Jenna’s Essay
When I think about how I have been affected by congenital heart disease, the emotions that come up range from grief to gratefulness with anger and joy all mixed in.
My son was born in May of 2018 with Hypoplastic Left Heart Syndrome (HLHS), a rare and severe congenital heart defect that renders the left ventricle unusable. Liam was just 11 days old when he had his first open heart surgery. As a mother, I was terrified for my son and angry that such an innocent little boy had to go through so much physical pain to survive. I grieved over the vision of a family life that would never be. I was sad my 2-year-old daughter had to shoulder so much of the world at such a young age.

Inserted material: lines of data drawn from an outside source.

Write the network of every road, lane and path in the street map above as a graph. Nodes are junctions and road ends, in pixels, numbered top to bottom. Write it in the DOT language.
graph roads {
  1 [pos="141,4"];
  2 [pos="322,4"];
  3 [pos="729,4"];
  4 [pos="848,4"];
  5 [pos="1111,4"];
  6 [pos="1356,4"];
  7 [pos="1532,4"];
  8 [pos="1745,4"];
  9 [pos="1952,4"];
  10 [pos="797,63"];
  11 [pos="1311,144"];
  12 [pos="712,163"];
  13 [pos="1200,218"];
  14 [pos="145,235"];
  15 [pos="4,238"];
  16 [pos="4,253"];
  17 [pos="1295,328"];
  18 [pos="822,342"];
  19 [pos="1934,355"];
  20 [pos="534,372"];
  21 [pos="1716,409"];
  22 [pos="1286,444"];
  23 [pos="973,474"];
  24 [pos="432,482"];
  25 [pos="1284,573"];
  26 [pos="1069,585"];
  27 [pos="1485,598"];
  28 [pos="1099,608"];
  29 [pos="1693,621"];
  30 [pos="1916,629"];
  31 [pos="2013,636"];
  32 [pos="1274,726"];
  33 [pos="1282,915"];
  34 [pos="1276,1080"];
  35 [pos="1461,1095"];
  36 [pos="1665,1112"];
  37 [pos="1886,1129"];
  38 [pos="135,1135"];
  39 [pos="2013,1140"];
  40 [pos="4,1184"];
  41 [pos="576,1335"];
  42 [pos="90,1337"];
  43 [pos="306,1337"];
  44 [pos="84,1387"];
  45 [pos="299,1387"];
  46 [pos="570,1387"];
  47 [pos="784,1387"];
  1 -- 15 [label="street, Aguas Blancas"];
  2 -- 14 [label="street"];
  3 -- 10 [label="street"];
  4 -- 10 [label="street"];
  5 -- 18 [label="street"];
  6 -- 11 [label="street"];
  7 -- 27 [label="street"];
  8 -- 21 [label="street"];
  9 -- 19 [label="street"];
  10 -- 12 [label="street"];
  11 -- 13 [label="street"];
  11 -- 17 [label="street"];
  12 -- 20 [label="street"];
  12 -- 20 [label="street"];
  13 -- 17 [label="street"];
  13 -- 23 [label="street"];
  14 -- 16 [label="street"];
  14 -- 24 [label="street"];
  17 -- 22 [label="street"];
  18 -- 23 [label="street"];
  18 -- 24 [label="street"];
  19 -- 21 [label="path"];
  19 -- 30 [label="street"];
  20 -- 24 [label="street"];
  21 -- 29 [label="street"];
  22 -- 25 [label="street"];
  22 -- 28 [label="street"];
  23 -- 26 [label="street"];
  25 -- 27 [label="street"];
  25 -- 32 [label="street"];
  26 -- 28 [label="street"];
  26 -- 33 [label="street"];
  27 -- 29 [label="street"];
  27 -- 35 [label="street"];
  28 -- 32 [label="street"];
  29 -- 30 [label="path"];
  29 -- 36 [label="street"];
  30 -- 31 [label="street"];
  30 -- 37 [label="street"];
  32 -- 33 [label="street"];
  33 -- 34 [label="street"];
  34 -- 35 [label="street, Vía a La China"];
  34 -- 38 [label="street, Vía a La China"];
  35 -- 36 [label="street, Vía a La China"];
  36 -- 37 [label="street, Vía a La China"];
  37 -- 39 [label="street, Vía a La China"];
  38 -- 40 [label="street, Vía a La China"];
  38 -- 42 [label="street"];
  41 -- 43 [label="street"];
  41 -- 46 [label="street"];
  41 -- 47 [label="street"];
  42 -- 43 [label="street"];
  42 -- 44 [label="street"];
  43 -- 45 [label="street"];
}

Our lives were turned upside down when Liam was born, but there was also immense joy. Joy when Liam was taken off the ventilator, when we were able to take him outside for his first glimpse of the sun, and when we were able to bring him home for the first time, at 6 weeks old. It seemed as though we had not known true joy before Liam arrived.
As Liam got bigger and stronger, we counted each day that wasn’t spent in the hospital a good day. It didn’t matter if there was spit ups or blowouts. Liam’s hard days in the ER or in a hospital room made us appreciate the everyday, mundane activities at home. Finding joy and appreciating every moment has been a lesson we continue to carry with us.
Liam underwent two more heart surgeries- one in September of 2018 and the last in July of 2020. Each operation sunk me into the lowest valleys of sadness and despair. Each discharge lifted my heart into the stratosphere. And in between those troughs and crests, there was delight in what words he would be signing or saying next. There was victory in first scoots and then steps. There was also exhaustion and worry.
When Liam’s heart unexpectedly went into a fatal arrhythmia in September of 2020, I was devastated. What had all this struggle been for if not for this little boy to grow up and thrive? In this place of immense grief, doubt, and self-recriminations came the realization our job as parents is not to protect our kids from all harm, but to give them every chance at happiness and the emotional tools needed to survive in a harsh world.
If we’re really lucky and we pay close attention, our kids will teach us something about living as well. Congenital heart disease took away my son, but the way he lived his short life with CHD taught me each day on this planet is a gift. I don’t have to do big things to find meaning. Meaning is all around- I just have stop and take the time to appreciate it like Liam did every day.